Est-ce un besoin de composer vous-même dans vos films ? Je ne sais pas si c’est un besoin mais c’est une logique. Je ne fais pas la part des choses. C’est le même travail.

Vous écrivez le scénario, vous réalisez, vous êtes au montage, vous composez, peu de gens gèrent toutes ces étapes… Et je produis…

Jusqu’à la musique, vous assumez beaucoup de postes… Plus j’en fais plus j’ai l’impression d’écrire le film. Après je ne vais pas mentir, c’est épuisant. Certaines personnes trouvent que je suis trop « control freak » comme on dit, et c’est épuisant physiquement mais ça n’est pas très grave. Etrangement c’est épuisant aussi sur la solitude que cela implique.

Ressentez-vous le besoin de demander à un moment donné des avis sur le film en cours ? Oui, à très peu de gens. Je questionne, je discute tout le long du projet.

Existe-t-il un lien entre les groupes de personnages de vos différents films, notamment entre le groupe de jeunes filles allongées qui s’ennuient dans un climat presque « suicidaire »… C’est la mélancolie des jeunes filles au pensionnat.

…Et le groupe de Nocturama ? Ces personnages ne ressemblent-ils pas un peu à des « zombies » par leur attitude ?  C’est une lecture aussi un peu évidente.
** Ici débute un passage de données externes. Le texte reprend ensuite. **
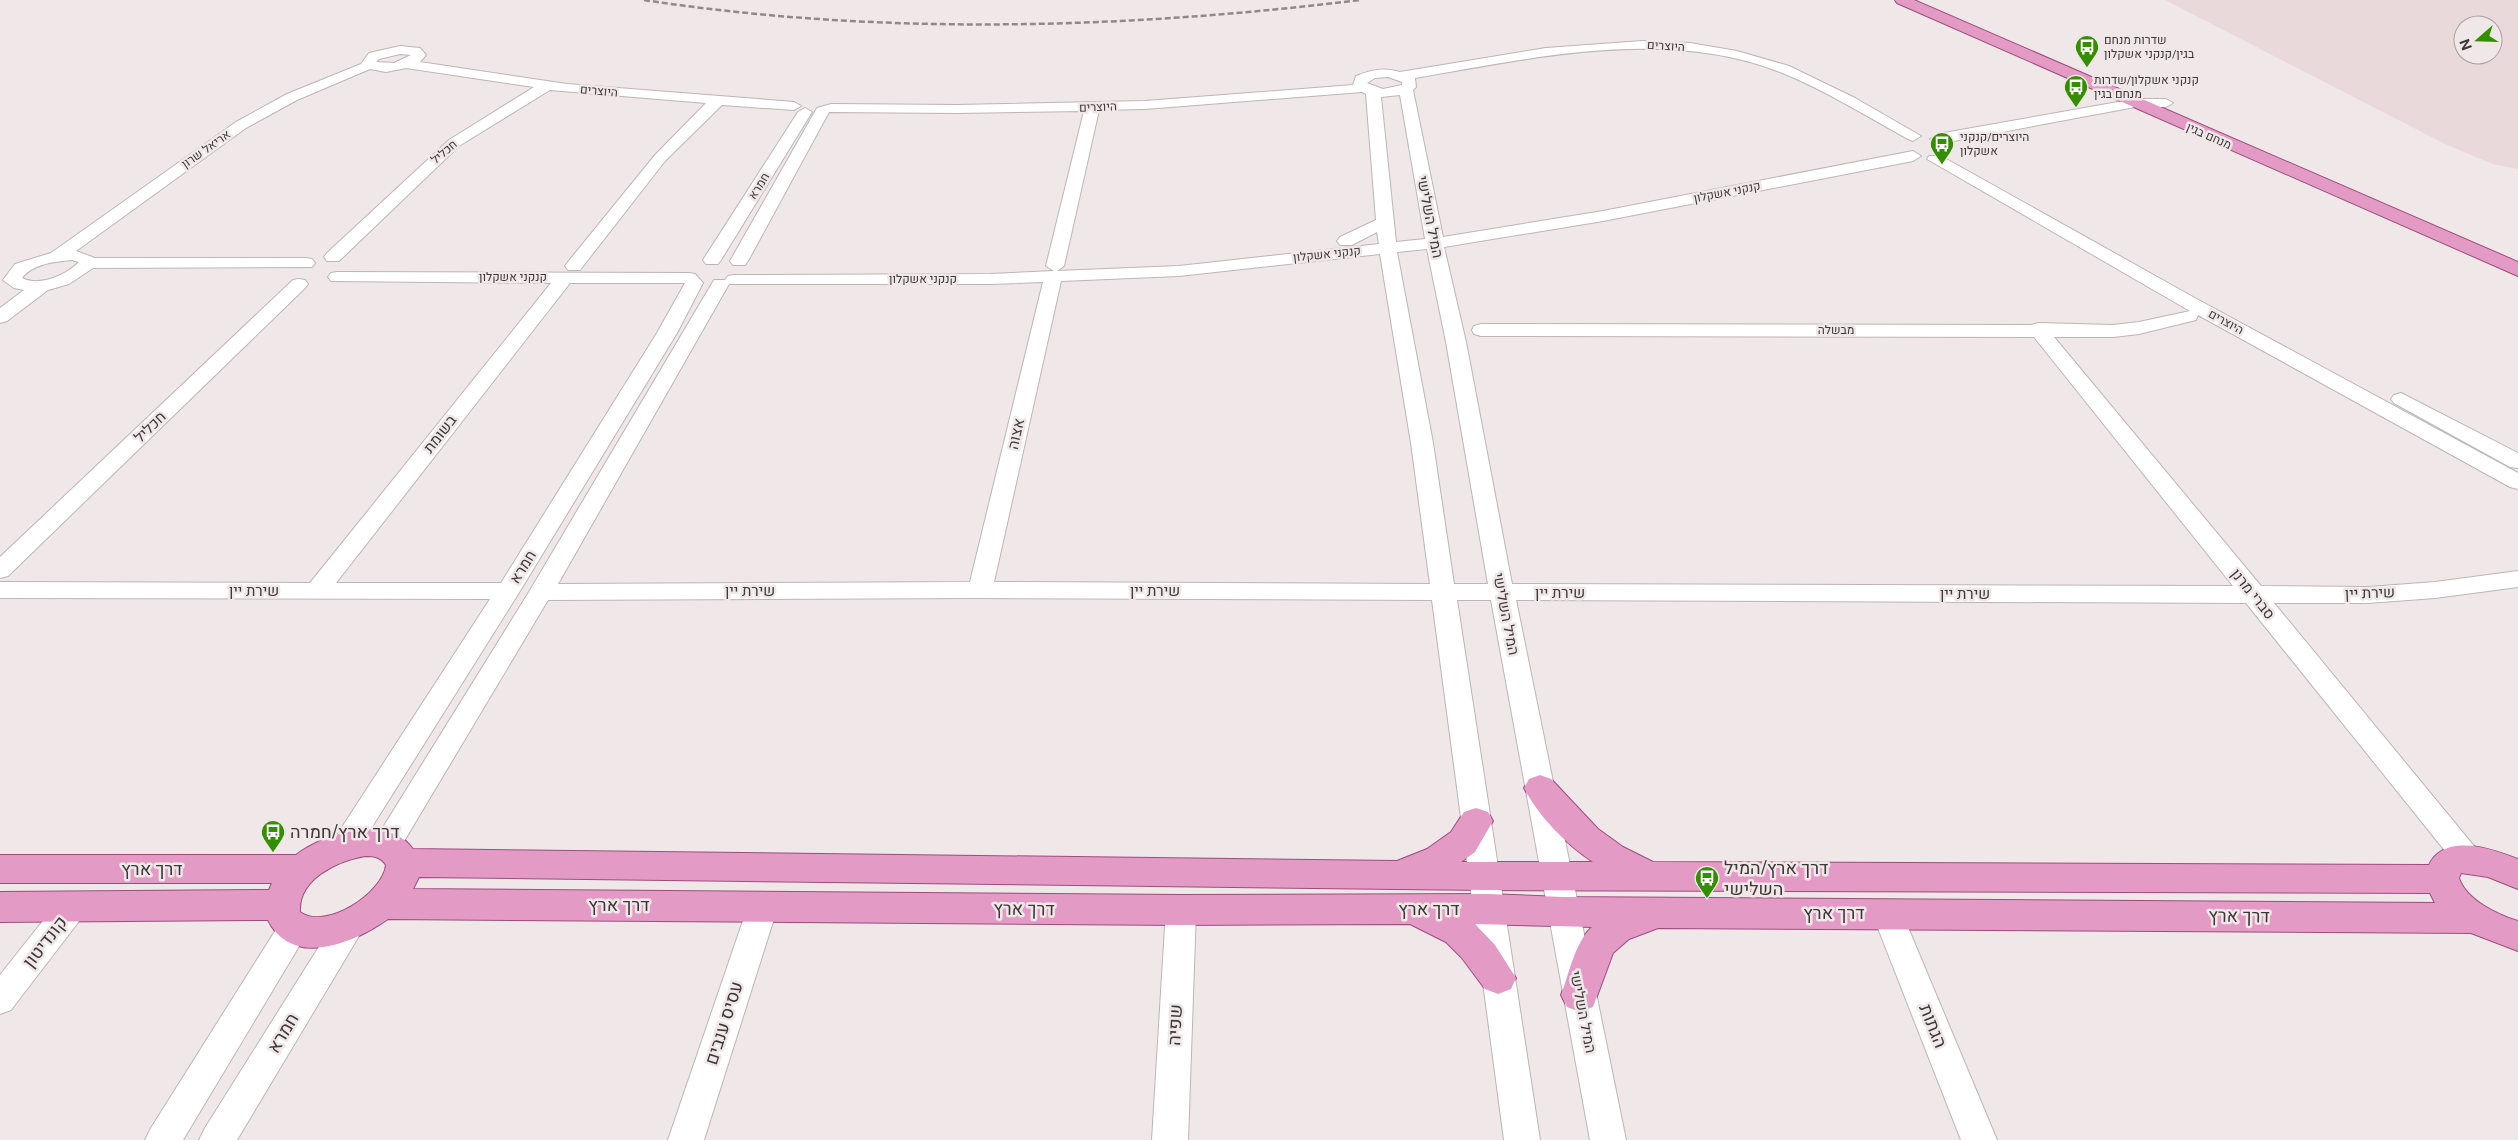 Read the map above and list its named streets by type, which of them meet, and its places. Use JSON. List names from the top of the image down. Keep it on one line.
{"streets":{"main road":["מנחם בגין","דרך ארץ"],"street":["היוצרים","אריאל שרון","חכליל","חמרא","קנקני אשקלון","המיל השלישי","מבשלה","בשומת","אצוה","שירת יין","סברי מרנן","קונדיטון","עסיס ענבים","שפיה","הגתות"]},"crossings":[["היוצרים","חכליל"],["היוצרים","חמרא"],["היוצרים","קנקני אשקלון"],["היוצרים","המיל השלישי"],["היוצרים","מבשלה"],["היוצרים","בשומת"],["היוצרים","אצוה"],["חכליל","קנקני אשקלון"],["חמרא","קנקני אשקלון"],["חמרא","שירת יין"],["חמרא","דרך ארץ"],["קנקני אשקלון","המיל השלישי"],["קנקני אשקלון","בשומת"],["קנקני אשקלון","אצוה"],["המיל השלישי","מבשלה"],["המיל השלישי","שירת יין"],["המיל השלישי","דרך ארץ"],["מבשלה","סברי מרנן"],["בשומת","שירת יין"],["אצוה","שירת יין"],["שירת יין","סברי מרנן"],["דרך ארץ","עסיס ענבים"],["דרך ארץ","שפיה"],["דרך ארץ","הגתות"]],"places":{"bus stop":["שדרות מנחם בגין/קנקני אשקלון","קנקני אשקלון/שדרות מנחם בגין","היוצרים/קנקני אשקלון","דרך ארץ/חמרה","דרך ארץ/המיל השלישי"]},"north":"left"}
Pour moi Nocturama est beaucoup plus un film de Zombies que zombi Child. Zombi Child est un film de zombies dans le sens où l’on remonte à l’origine et on recontextualise, on redonne vie à quelque chose. Mais Nocturama est beaucoup plus un film de zombies. J’ai revu un film de zombies avant de tourner Nocturama et pas avant de tourner Zombi Child.
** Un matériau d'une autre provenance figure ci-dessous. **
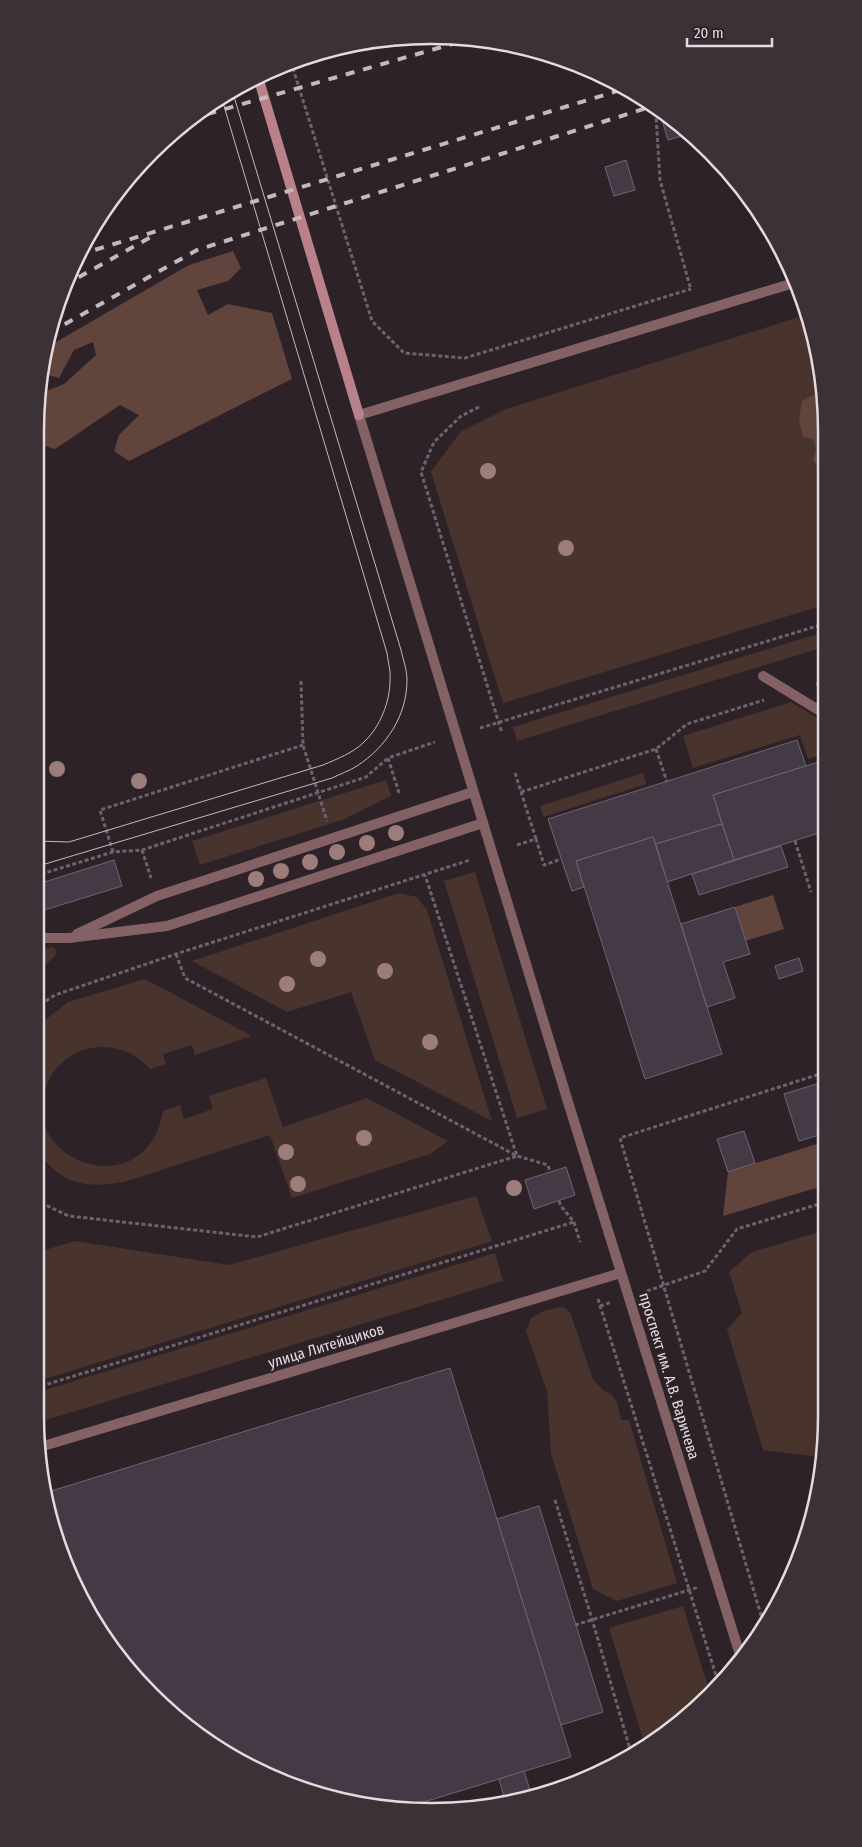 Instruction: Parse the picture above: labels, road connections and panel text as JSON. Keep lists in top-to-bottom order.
{
  "streets": {
    "street": ["улица Литейщиков", "проспект им. А.В. Варичева"]
  },
  "crossings": [
    ["улица Литейщиков", "проспект им. А.В. Варичева"]
  ],
  "scale_bar": "20 m"
}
Dans Zombi Child vous abordez le sujet du Zombie par son aspect historique… En effet c’est repasser par l’histoire, par l’origine pour recontextualiser et de par ce trajet partir de cette figure très pop, écolo, qu’est le zombie pour retourner à l’une de ses origines. C’est aussi de manière transversale essayer de parler de l’esclavage. Du rapport de la France au colonial, à Haïti et puis des choses me sont apparues même si ce ne sont pas des volontés. On me prête beaucoup plus d’intentions que je n’en n’ai. Je m’intéresse juste à ce type qui marche tête baissée, à cette fille qui pleure.

Dans cet extrait du poème de René Depestre « Cap’tain zombi », qui commence par « Monde blanc », on sent un message lié à la colonisation… Bien sûr mais certaines choses apparaissent tardivement, par exemple l’esclavage apparait en souterrain. Le film est traversé de bout en bout par l’idée de la possession. Evidemment du côté du vaudou c’est assez simple. Le principe étant que l’on appelle les esprits pour qu’ils nous possèdent, mais du côté du chagrin d’amour, Fanny le vit totalement comme une possession. Et finalement un esclave. L’esclavage c’est quoi ? C’est posséder le corps et la vie de quelqu’un d’autre. En rapprochant des éléments, d’un coup des choses apparaissent. Et je ne les cherche pas. J’essaie d’accueillir des intuitions bonnes ou mauvaises et après, une fois que j’ai ces intuitions évidemment je les sur-travaille, mais je refuse de dire je vais faire un film « sur », parce que sinon d’un coup je suis bloqué. Je suis terrorisé par l’intitulé de mon sujet.

Votre film était projeté à la Quinzaine des Réalisateurs du Festival de Cannes. Avec le film d’ouverture de Jim Jarmusch « The Dead don’t die », on a annoncé le thème du zombie très présent à Cannes cette année. Que pensez-vous du retour de ce thème au cinéma ? On connait les thèmes que sont les vampires, l’horreur, Frankenstein, les fantômes, bref… Le zombie peut se renouveler sans cesse parce qu’on peut considérer par exemple que parler des zombies c’est aussi parler d’une humanité perdue. C’est quelque chose que l’on peut requestionner très souvent.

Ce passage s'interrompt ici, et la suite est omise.